NFL draft: Giants take ex-Buckeye Hankins in 2nd round
Former Ohio State defensive tackle Johnathan Hankins says he’s excited by the New York Giants’ championship pedigree.
If Johnathan Hankins was deeply disappointed in not being a first-round selection on Thursday in the NFL draft, he didn’t show it, especially after he took a call from the New York Giants in middle of the second round last night.
“I’m very excited. My family is very excited,” said the former Ohio State defensive tackle, who spent the past two nights watching the draft at his family’s home in Detroit. “I’m just ready to go to work right now so we can win the Super Bowl. I’m real pumped.
“I’ve been working hard for this moment … and I felt like this was a good pick for me and I’m ready to work hard and keep going.”
Hankins has been the only Buckeye taken through three rounds of the draft, with the final four today. Defensive lineman John Simon — the Big Ten defensive player of the year — right tackle Reid Fragel, tight end Jake Stoneburner, linebacker Etienne Sabino and perhaps fullback/linebacker Zach Boren are expected to get calls today.
Hankins was the only of those draft-eligible Buckeyes who left school with a year of eligibility remaining. He announced his decision in December, and draft analysts projected him as a top-15 pick. Then came questions about his stamina and a fall-off in production, and he slid from sure first-round pick to the fringe.
“We had him identified as a first-round guy,” said Marc Ross, the Giants’ director of college scouting after New York used the 17th pick in the second round and 49th overall on Hankins. “Some people might have been scared off by his lack of sack production (one in 2012) … and some I’ve heard, ‘his stamina.’ “OK, the guy is 320 pounds and he plays every snap. So if he wears down at the end of a 60-play game, I could understand that. You have to look at his body of work, dig deep into who he is. He’s a great kid. He loves football. He’s going to work his butt off. So those concerns that others might have, we didn’t have.”
What that slide to the middle of the second round cost Hankins won’t be known for a while. Last year, according to various reports, players taken in the lower part of the first round received four-year contracts in the area of $6 million to $7 million, with a signing bonus of $2.5 million to $3 million. Players taken in the middle of the second round got four-year contracts worth $3.7 million with just over a $1 million signing bonus.
Hankins didn’t care to cry over spilled milk last night, though.

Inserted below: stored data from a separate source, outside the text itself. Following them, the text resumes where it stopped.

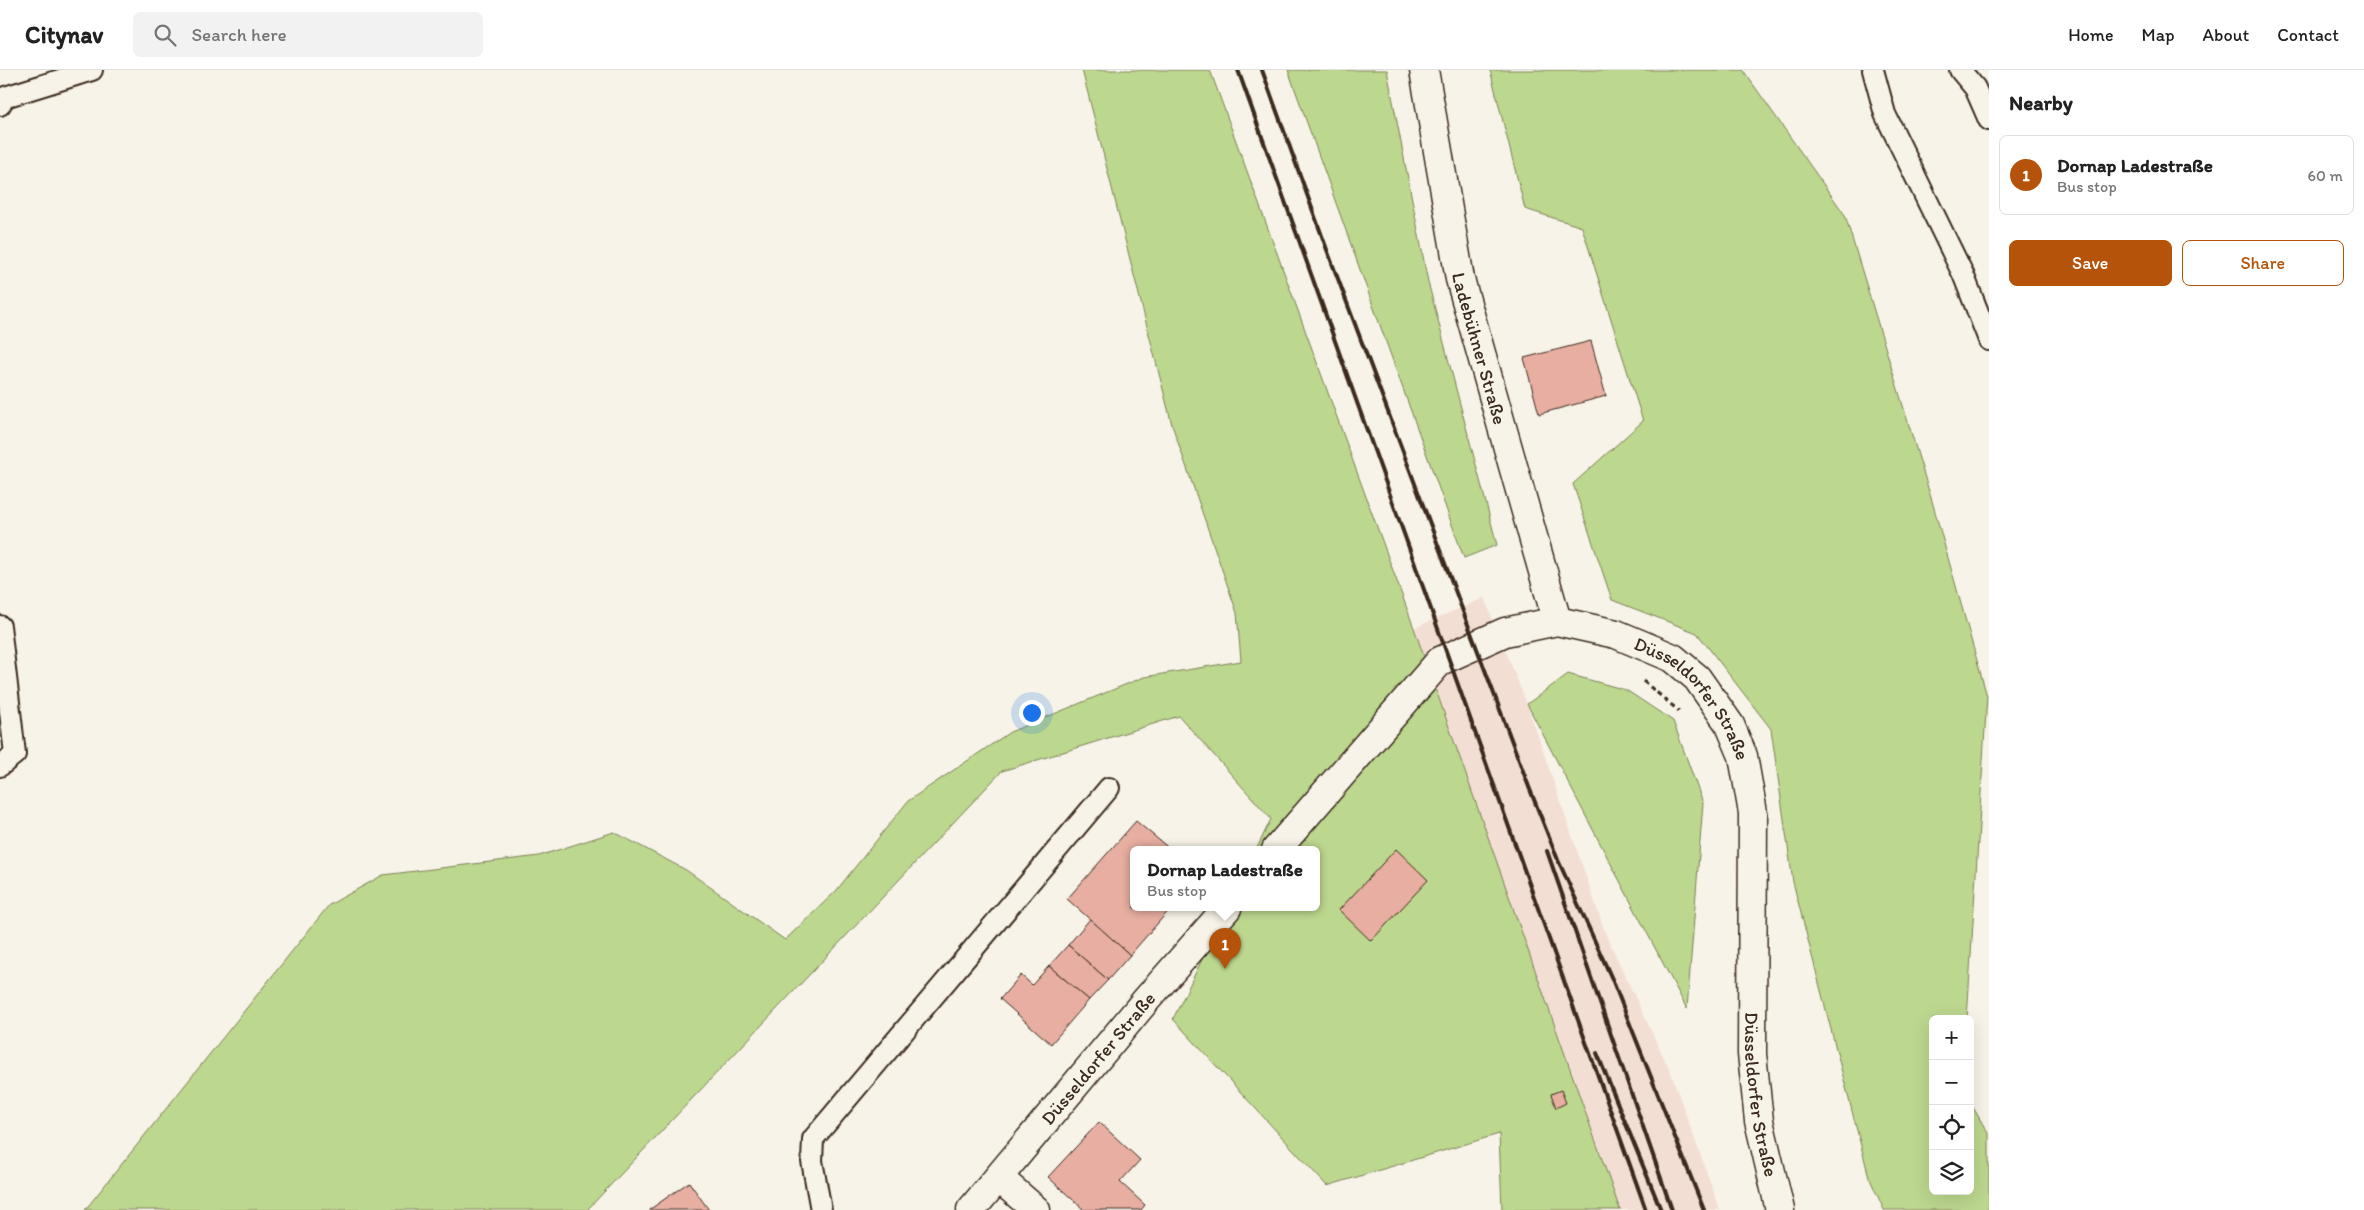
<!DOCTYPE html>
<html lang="en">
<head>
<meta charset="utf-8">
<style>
	:root { --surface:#fff; --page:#f2f2f2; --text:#222; --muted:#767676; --line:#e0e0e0; --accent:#b45309 }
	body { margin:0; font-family:Itim,sans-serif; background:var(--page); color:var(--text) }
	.controls { position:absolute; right:15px; bottom:15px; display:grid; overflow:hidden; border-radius:8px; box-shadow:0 5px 20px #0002 }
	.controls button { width:45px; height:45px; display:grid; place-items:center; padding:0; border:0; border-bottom:1px solid var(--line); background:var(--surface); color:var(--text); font:25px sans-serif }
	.you { position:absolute; left:1031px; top:642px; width:18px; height:18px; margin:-12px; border:4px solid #fff; border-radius:50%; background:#1a73e8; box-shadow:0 0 0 8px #1a73e833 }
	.badge { display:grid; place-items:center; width:32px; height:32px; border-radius:50%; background:var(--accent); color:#fff; font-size:16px; font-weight:700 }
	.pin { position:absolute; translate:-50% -41px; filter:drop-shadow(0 1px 2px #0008) }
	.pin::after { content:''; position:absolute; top:26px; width:18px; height:15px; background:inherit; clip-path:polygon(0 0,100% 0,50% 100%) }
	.popup { position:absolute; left:1130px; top:776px; width:190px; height:65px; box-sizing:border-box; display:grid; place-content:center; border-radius:8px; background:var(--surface); filter:drop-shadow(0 1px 4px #0005); font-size:16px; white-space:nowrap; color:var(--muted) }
	.popup b { font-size:19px; color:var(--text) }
	.popup::after { content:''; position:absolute; left:50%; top:100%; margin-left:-10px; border:10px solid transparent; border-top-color:var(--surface) }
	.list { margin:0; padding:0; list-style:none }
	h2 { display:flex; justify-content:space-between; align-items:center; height:65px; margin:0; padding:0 20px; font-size:21px }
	h2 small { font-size:16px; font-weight:400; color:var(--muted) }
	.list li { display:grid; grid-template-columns:32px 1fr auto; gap:15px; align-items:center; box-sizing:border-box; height:80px; margin:0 10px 10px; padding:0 10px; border:1px solid var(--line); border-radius:8px }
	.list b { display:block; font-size:19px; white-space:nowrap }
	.list p { margin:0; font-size:16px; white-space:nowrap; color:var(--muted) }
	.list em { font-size:16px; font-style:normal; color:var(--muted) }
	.actions { display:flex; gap:10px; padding:15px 20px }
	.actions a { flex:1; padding:11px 0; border:1px solid var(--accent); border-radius:8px; text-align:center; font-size:18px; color:var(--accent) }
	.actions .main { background:var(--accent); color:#fff }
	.icon { flex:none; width:28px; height:28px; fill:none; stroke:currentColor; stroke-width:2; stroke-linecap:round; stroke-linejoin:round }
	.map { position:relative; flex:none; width:1989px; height:1140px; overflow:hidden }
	header { display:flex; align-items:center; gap:30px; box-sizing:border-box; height:70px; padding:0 25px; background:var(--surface); border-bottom:1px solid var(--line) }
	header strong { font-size:24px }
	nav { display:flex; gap:28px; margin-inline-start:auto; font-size:18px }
	.search { width:350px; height:45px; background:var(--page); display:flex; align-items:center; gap:12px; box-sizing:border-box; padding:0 18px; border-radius:8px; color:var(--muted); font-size:19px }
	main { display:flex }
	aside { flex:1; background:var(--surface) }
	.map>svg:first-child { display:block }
</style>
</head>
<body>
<header>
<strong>Citynav</strong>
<div class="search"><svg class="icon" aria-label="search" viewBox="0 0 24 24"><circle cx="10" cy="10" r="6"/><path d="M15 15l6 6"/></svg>Search here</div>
<nav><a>Home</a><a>Map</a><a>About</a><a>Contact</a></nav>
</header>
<main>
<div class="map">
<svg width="1989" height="1140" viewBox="0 0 1989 1140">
	<rect width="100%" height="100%" fill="#f7f3e8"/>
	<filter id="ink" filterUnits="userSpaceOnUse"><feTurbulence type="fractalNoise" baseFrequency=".02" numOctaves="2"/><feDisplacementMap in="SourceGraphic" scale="10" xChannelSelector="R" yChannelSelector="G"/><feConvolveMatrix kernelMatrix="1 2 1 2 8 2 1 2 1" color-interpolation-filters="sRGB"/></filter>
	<g filter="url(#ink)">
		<path fill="#f2ded3" d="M1484,528L1527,634L1606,865L1671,1003L1720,1140H1609L1414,558Z"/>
		<g fill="#bcd78e" stroke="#7c8056">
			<path d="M1082,0H1210L1414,558L1620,1140H1502L1499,1064L1327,1116L1173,949L1227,838H1316V780H1256L1271,749L1179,646L1002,701L587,1140H85L329,835L383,805L539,786L614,762L686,800L785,870L836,821L908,731L1010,662L1144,607L1241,591L1237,543L1172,355Z"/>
			<path d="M1288,0H1387L1428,212L1497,475L1464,488Z"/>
			<path d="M1490,0H1743L1845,145L1932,431L1987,626L1967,949H1933V1121H1970V1032L1989,1065V1140H1884L1869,1107L1793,812L1771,659L1697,563L1612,530L1573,414L1643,351L1582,157L1525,139Z"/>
			<path d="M1568,604L1626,620L1673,651L1703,733L1687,939L1527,634Z"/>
		</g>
		<g fill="#e7aea1" stroke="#3b2a1e">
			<path d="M1591,271L1606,326L1539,344L1524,288Z"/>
			<path d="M1136,751L1171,780H1134V838H1171L1130,885L1067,829Z"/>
			<path d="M1396,779L1428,810L1371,871L1339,840Z"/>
			<path d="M1090,849L1130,885L1108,910L1068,875Z"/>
			<path d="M1068,875L1108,910L1089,930L1049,896Z"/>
			<path d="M1049,896L1089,930L1051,974L1000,929L1021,905L1032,915Z"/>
			<path d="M1561,1020L1566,1033L1556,1038L1551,1024Z"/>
			<path d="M1099,1052L1140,1090L1120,1112L1145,1135L1141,1140H1084L1048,1107Z"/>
			<path d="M689,1112L709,1140H649Z"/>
		</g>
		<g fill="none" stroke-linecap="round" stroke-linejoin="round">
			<g stroke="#3b2a1e" stroke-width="24">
				<g id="lane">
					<path d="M1873,0L1885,44L1963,204L1989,270"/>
					<path d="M1960,0L1975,18L1989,50"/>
					<path d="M0,35L5,27L92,0"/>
					<path d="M0,556L15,684L0,696"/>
					<path d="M821,1140L812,1091L813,1069L1109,718"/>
				</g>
			</g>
			<g stroke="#3b2a1e" stroke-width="31">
				<g id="street">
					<path id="s1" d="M1424,0L1460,209L1557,551"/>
					<path d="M999,1108L1036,1140"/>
				</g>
			</g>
			<g stroke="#3b2a1e" stroke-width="31">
				<g id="primary">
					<path id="s2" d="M1276,780L1440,591L1505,562L1557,551L1616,564L1673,588L1697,608L1730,655L1743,686L1753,743L1752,984L1759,1051L1780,1140"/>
					<path id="s3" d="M971,1140L1147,929L1227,838"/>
				</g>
			</g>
			<path stroke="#3b2a1e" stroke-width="3" stroke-dasharray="5 4" stroke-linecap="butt" d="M1643,611L1679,641"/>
			<use href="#lane" stroke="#f7f3e8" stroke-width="20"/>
			<use href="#street" stroke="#f7f3e8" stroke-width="28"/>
			<use href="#primary" stroke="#f7f3e8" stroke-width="28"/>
			<g stroke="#3b2a1e" stroke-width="4">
				<path d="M1238,0L1646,1140"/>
				<path d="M1262,0L1326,177L1529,717L1558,790L1612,909L1704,1140"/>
				<path d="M1547,781L1672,1140"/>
				<path d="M1597,983L1661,1140"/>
			</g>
		</g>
	</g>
	<g text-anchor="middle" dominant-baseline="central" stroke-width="5" stroke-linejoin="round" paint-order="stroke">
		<g font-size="19" fill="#3b2a1e" stroke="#f7f3e8">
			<text stroke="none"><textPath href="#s1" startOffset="284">Ladebühner Straße</textPath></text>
			<text stroke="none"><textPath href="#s2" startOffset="539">Düsseldorfer Straße</textPath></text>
			<text stroke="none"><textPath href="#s3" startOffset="198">Düsseldorfer Straße</textPath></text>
			<text stroke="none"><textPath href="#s2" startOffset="959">Düsseldorfer Straße</textPath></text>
		</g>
	</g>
</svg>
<div class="controls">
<button>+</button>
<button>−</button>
<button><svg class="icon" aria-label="locate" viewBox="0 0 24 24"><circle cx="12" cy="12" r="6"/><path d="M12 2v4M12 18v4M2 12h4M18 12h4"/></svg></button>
<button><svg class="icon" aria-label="layers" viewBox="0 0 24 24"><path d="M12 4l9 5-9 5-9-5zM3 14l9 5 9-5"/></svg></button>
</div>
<div class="you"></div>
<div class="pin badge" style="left:1225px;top:899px">1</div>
<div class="popup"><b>Dornap Ladestraße</b>Bus stop</div>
</div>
<aside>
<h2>Nearby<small></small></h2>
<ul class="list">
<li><span class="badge">1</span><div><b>Dornap Ladestraße</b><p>Bus stop</p></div><em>60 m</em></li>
</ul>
<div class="actions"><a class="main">Save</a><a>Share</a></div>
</aside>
</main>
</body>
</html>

He looked forward to joining the Giants, who won recent Super Bowls after the 2007 and 2011 seasons, but who also are rebuilding on defense.
“Just to get that call from the New York Giants and just be able to play for them and the history they have of winning championships — I’m ready to come along and help as much as I can,” Hankins said.
Ross was straightforward about the team’s initial role for Hankins as a run-stop tackle on a defense that was run on regularly last season.
“To us, his skill set was easy to identify,” Ross said. “You watch him play … and he just shuts people down when they try to run the ball. Whether it’s taking on one block, two blocks, he just bangs inside, he holds the point. And you need those guys to win. It helps everybody on your defense. It helps your linebackers get free.
“We really like that about him. … This guy is kind of a rarity nowadays, somebody who does that dirty work inside, and he likes it.”
Hankins still needs development, especially in the pass-rushing realm, but Ross said the Giants gladly took Hankins for what he is at the moment.
“You’d like a defensive tackle who is big, and athletic, and fast, and can do everything, but that’s just not the reality nowadays,” Ross said. “A guy is either one or the other. So this is a big, wide-body presence inside.”